• [Problem to solve] Pull each line with the string "Mina" from the entries.
[Dataset records]
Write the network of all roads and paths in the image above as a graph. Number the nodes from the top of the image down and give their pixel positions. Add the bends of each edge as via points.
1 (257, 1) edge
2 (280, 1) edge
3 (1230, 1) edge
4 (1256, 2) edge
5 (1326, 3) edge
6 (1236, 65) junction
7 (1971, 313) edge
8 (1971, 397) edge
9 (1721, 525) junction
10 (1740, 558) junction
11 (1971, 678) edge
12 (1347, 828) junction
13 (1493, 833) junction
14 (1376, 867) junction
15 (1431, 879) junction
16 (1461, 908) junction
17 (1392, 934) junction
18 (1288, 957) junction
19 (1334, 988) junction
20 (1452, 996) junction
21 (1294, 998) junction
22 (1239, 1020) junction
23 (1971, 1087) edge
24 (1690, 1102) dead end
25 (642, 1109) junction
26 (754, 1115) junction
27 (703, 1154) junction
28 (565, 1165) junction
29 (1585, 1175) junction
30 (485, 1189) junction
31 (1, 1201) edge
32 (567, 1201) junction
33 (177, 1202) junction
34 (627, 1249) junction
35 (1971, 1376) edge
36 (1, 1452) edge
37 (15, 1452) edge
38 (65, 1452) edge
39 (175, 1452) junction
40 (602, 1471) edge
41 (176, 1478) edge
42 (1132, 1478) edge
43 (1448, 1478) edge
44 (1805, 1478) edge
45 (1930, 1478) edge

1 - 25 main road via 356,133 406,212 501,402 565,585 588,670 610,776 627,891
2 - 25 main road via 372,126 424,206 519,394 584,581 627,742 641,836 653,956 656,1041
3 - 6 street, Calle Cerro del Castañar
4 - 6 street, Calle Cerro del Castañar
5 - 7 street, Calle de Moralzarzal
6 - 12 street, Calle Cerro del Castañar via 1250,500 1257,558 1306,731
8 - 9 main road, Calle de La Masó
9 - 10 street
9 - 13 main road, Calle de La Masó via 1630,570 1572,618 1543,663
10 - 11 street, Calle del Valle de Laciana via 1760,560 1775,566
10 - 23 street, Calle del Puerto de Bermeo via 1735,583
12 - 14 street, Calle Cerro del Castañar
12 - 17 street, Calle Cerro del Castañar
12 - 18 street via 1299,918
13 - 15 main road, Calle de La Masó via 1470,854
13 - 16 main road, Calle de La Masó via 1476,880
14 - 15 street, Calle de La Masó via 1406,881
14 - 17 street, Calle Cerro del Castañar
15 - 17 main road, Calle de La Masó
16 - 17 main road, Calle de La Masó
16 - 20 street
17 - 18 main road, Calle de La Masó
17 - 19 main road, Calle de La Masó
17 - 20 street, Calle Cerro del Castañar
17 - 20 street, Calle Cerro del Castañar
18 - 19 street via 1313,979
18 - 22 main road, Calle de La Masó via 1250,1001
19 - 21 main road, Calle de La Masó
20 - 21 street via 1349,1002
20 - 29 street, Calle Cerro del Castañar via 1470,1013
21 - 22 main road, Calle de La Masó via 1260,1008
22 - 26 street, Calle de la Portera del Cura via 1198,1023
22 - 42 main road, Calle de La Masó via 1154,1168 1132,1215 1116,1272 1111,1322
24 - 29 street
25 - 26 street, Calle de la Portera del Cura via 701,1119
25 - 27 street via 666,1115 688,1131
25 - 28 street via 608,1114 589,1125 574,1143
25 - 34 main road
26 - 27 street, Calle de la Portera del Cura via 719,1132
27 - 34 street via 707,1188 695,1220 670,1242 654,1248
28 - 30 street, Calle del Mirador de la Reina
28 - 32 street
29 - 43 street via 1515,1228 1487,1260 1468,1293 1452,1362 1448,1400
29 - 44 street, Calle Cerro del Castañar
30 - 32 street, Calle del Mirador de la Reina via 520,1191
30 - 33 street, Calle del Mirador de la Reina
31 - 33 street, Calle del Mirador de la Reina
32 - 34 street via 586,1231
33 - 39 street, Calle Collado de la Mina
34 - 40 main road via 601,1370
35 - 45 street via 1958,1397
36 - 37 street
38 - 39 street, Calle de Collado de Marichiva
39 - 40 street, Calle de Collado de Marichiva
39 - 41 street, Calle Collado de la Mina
[/Dataset records]
• [Completed task]
33 - 39 street, Calle Collado de la Mina
39 - 41 street, Calle Collado de la Mina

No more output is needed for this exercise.